As the journey draws to a close, the pain that war begets becomes more acute for Tony. We drive from the shelter back along the Darulaman Road, past the palace ruined in the civil war, and back to the hilltop that looks out over Kabul so that we can film the sun setting over the city. Just below we notice a cemetery - the green flags that mark graves are blowing stiffly, as a wind gathers force across the valley.
A man in his 50s - the same age group as Tony - is cleaning a set of graves. Abdul Gafar explained that his 12-year-old brother was killed in the civil war. Soon afterwards his grief-stricken father died. "He could not live after what happened," Abdul explains. Tony listens and offers his sympathy. Then he tells Abdul that he, too, has lost a child to the wars of Afghanistan. As Tony's words are translated I notice that Abdul is looking at him with an expression of great intensity. Then he speaks: "The fact that I am Muslim and you are not, the fact that you are from the West and I am from here, it does not matter… I can feel for you."
All through this journey we have been conscious of the presence of the departed. Constantly in his conversation Tony will refer to his dead son. Theirs was a warm and close relationship. I look at one of the letters Conrad wrote to his father from Helmand.

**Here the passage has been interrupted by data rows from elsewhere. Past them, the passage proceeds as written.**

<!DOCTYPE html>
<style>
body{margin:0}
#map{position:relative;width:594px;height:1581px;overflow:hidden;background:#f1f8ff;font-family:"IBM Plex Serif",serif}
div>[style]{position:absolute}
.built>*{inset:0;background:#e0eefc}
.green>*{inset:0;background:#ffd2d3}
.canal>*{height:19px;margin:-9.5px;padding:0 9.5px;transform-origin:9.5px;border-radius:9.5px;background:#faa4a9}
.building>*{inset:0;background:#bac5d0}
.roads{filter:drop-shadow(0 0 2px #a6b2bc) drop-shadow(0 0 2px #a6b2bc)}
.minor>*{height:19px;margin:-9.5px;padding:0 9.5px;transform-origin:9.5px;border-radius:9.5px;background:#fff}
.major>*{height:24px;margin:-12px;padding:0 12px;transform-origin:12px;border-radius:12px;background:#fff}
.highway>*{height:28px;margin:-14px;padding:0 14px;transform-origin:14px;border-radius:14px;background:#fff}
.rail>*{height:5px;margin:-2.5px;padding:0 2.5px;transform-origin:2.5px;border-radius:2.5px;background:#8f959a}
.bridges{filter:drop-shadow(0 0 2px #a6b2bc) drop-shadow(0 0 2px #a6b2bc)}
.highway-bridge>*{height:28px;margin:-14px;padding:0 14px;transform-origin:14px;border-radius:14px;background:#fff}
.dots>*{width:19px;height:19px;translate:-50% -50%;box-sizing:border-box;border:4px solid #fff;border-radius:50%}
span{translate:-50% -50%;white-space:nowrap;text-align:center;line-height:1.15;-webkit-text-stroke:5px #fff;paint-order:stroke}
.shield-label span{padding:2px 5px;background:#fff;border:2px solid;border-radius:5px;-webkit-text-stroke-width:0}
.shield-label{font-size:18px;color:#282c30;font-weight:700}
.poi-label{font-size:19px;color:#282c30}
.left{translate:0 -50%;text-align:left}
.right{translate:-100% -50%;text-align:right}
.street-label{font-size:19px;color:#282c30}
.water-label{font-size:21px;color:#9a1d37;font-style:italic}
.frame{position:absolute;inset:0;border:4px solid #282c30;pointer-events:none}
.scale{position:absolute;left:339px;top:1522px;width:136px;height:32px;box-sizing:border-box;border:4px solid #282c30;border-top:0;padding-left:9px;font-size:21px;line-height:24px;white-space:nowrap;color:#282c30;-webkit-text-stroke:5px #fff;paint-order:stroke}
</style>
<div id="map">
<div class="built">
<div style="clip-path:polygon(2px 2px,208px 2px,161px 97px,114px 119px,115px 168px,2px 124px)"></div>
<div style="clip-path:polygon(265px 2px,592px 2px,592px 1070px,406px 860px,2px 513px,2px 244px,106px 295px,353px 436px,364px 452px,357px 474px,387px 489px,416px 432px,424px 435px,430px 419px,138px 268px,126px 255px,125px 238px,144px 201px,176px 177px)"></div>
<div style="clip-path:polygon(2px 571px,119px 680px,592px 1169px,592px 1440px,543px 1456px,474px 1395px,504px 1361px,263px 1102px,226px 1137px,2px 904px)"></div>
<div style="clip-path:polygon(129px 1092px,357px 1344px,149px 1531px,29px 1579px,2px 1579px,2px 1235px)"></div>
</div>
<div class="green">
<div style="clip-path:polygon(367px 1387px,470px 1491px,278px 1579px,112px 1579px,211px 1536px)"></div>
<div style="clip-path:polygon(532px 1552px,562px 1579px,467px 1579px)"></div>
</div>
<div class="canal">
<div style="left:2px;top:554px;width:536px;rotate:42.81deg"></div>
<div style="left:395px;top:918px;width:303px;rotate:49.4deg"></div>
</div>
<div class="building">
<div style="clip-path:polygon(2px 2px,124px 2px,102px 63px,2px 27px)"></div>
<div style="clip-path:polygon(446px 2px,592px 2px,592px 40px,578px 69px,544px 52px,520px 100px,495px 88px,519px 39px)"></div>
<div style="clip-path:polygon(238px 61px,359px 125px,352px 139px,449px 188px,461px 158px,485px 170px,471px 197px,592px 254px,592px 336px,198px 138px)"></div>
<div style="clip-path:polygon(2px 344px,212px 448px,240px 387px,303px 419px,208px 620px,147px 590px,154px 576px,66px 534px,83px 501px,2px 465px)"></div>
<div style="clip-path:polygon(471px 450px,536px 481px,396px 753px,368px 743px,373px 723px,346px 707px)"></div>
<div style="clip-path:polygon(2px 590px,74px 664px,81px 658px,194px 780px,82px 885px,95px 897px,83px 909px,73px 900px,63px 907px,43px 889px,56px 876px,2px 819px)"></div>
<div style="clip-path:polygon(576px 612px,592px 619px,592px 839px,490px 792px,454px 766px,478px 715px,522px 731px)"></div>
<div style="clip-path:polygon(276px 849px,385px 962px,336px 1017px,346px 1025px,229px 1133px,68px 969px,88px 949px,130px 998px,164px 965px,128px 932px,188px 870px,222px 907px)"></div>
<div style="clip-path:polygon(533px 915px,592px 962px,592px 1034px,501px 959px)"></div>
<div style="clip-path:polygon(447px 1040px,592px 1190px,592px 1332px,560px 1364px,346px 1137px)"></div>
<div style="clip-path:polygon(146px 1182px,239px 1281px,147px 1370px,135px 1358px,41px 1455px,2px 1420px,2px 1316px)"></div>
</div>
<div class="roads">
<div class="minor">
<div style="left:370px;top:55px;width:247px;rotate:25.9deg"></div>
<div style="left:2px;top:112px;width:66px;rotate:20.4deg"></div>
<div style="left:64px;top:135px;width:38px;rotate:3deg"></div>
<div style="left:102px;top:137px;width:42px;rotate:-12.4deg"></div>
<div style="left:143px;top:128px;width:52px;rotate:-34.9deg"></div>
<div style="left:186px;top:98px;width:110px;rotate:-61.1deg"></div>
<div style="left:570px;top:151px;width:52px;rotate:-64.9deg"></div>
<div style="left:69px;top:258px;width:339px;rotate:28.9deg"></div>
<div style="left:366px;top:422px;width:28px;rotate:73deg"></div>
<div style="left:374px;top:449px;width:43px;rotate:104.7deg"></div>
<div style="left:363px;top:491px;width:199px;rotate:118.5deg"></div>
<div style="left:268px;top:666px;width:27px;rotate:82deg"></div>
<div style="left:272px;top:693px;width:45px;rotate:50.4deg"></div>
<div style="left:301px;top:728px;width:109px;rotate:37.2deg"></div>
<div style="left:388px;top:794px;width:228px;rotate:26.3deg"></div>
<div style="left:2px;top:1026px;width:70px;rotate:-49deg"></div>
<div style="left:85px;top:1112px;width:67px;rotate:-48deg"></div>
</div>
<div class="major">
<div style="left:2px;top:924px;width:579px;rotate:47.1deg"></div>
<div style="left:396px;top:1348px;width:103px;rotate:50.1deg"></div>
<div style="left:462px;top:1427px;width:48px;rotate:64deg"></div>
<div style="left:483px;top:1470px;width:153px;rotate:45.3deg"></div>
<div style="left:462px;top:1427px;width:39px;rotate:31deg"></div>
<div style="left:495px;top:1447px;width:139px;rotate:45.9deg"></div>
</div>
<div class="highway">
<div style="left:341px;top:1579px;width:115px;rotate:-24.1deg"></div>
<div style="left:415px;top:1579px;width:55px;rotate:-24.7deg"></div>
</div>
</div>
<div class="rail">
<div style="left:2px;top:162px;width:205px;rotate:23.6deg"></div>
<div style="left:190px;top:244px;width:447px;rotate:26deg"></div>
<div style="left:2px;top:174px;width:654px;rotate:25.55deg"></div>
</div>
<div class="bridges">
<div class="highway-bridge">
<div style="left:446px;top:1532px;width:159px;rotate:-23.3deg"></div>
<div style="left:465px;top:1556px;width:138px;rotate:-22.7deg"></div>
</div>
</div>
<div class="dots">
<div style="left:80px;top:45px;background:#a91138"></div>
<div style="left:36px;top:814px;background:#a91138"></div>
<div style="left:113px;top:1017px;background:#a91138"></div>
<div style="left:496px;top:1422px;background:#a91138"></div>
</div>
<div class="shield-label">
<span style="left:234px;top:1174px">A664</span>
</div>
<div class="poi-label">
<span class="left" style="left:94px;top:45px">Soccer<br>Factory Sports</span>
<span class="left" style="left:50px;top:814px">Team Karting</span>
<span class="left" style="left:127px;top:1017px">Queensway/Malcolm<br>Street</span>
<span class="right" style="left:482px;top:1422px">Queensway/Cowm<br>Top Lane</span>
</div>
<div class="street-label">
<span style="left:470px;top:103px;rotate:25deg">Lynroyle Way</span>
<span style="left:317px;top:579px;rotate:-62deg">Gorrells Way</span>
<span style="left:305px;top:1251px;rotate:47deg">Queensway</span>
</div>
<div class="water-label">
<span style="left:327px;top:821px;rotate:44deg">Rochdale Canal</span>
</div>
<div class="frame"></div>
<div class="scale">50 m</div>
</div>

"As promised opened your letter when we got here and just wanted to say Dad, you're the best Dad anyone could ever ask for," he wrote. "It's you that filled me confidence to have the ability to do all the things I have."
The words come back as we are standing in the British cemetery in Kabul, a quiet and neatly preserved corner off a busy road, a place where few westerners come nowadays. There are graves here from Britain's Afghan wars of the 19th Century and a memorial to the British dead of Helmand.
As Tony approaches to lay a poppy wreath, he sees Conrad's name. He places his finger on the carved letters. It is a gesture of perfect tenderness.
He cannot stifle his feelings. With voice breaking he says, "Oh son, who'd have thought." We walk away and give him time to be alone. Afterwards I ask Tony what he remembers best about Conrad. "He didn't waste a minute of his life," he says. The words are both a stirring tribute and a haunting epitaph for a lost son.